The administration has addressed racial bias incidents on campus only to save its reputation. An email to the University community has been a popular response to the several bias incidents in recent years. While these emails serve to save face, they do very little to change the culture of racism on campus. An example of such happened in the 2015-16 school year. Students reported a display of lynching on Lincoln Center’s campus, which was met by an email from Public Safety with a zoomed in picture of the mask’s face to prove that it was not a bias incident, rather than addressing the picture that upset students in the first place. These bias incidents are acknowledged via email but then swept away weeks, months and years later.
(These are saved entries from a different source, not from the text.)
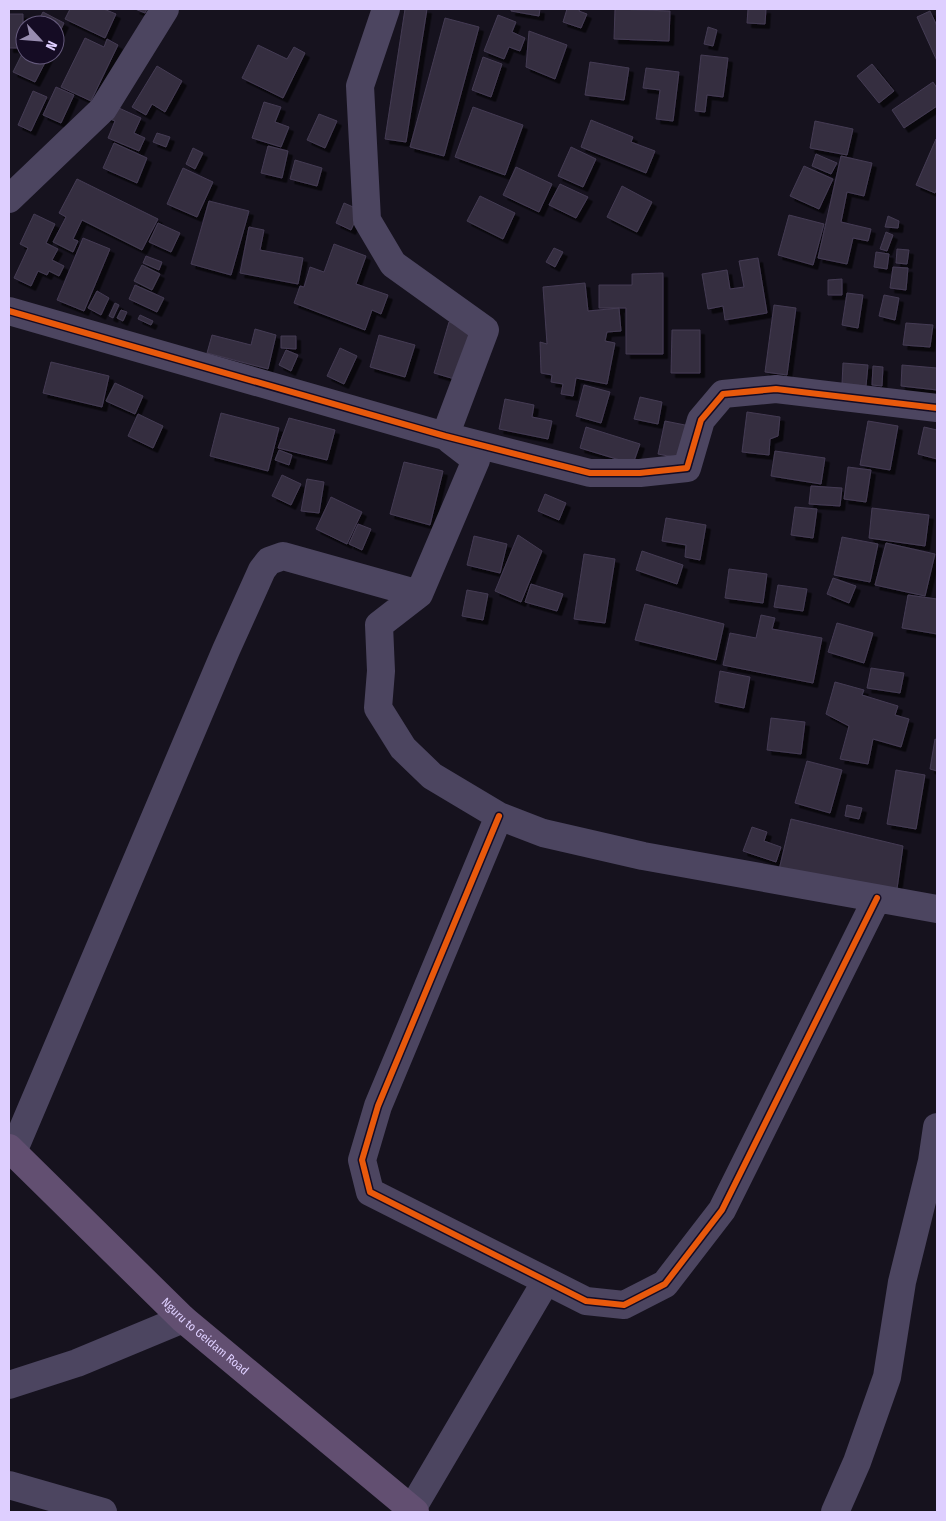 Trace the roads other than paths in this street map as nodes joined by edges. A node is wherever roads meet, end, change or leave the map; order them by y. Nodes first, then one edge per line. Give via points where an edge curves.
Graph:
1 (165, 9) edge
2 (386, 9) edge
3 (9, 199) edge
4 (9, 311) edge
5 (937, 408) edge
6 (445, 436) junction
7 (419, 594) junction
8 (499, 816) junction
9 (877, 898) junction
10 (937, 906) edge
11 (937, 1127) edge
12 (16, 1161) edge
13 (546, 1281) junction
14 (183, 1319) junction
15 (9, 1385) edge
16 (9, 1485) edge
17 (413, 1511) edge
18 (103, 1512) edge
19 (835, 1512) edge

1 - 3 street via 103,109
2 - 6 street via 360,86 367,220 393,264 485,330
4 - 6 street
5 - 6 street via 776,389 723,394 701,420 687,468 640,473 590,473
6 - 7 street via 476,460
7 - 8 street via 379,625 381,671 378,708 403,748 432,776
7 - 12 street via 283,556 269,561 262,570
8 - 9 street via 543,833 643,856
8 - 13 street via 378,1106 362,1160 370,1192
9 - 10 street
9 - 13 street via 722,1210 665,1284 624,1305 586,1302
11 - 19 street via 932,1161 902,1282 887,1377 857,1462
12 - 14 main road, Nguru to Geidam Road
13 - 17 street
14 - 15 street via 77,1363
14 - 17 main road, Nguru to Geidam Road
16 - 18 street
The administration in this way does not fight and not heed the wounds for its students felt unsafe by these incidents, but instead heeds the wounds of its stature.

This apathetic response is connected to the ongoing fear of the Bronx community on campus. Fordham’s Rose Hill campus, one of the most expensive in the world, is located in one of the poorest areas of the country. Rather than working to educate all members of the Fordham community about social justice issues in the Belmont community, some Fordham admin perpetuate the misinformed fear of the area we live in. This fear is a part of our physical environment, visualized by the gates surrounding our campus. Besides the Public Safety email alerts, Fordham administration does not do enough to inform students about the Bronx community. The Bronx Zoo and Arthur Avenue, though popular places for Fordham admin and students alike, are not the only things to learn about the South Bronx.

The lack of information about said community translates into Fordham students’ highly encouraged community service projects. Although these projects are well-intentioned, they often have more paternalistic and self-serving motives. As Megan Townsend, FCRH ’18, writes in her piece “Magis: A Challenge to Jesuit Universities” in The Flood, these projects “often [overlook] the excellent justice work being done by Bronx residents.” These projects accomplish little to create relationship between the Belmont community and the Fordham community, where outreach outweighs the community’s desires from Fordham students.

These apathetic responses by the Fordham administration and the fear of people living in poverty beyond the gates contributes to how the Fordham student body chooses to react to these bias incidents on campus. We are taught by example to be apathetic, we are taught to fear, and we are not encouraged to change. While we repeat the Jesuit values, we do not act upon them. While conversation between students regarding change is prominent on campus, it is not sufficient.

Therefore, we at The Fordham Ram encourage the Fordham student body to join us in holding the administration partially accountable for this culture, and to say that we are not going to be a part of such culture anymore. We encourage more dialogue directly with administration to mend the gap and to express how we feel about campus culture in a civil manner. It is also important to live out the Jesuit values so embedded in the mission of our school, not just through words but in action. We must continue to learn through all other means possible, whether it be through resources on campus or off. However, we must always learn with compelling minds and open hearts.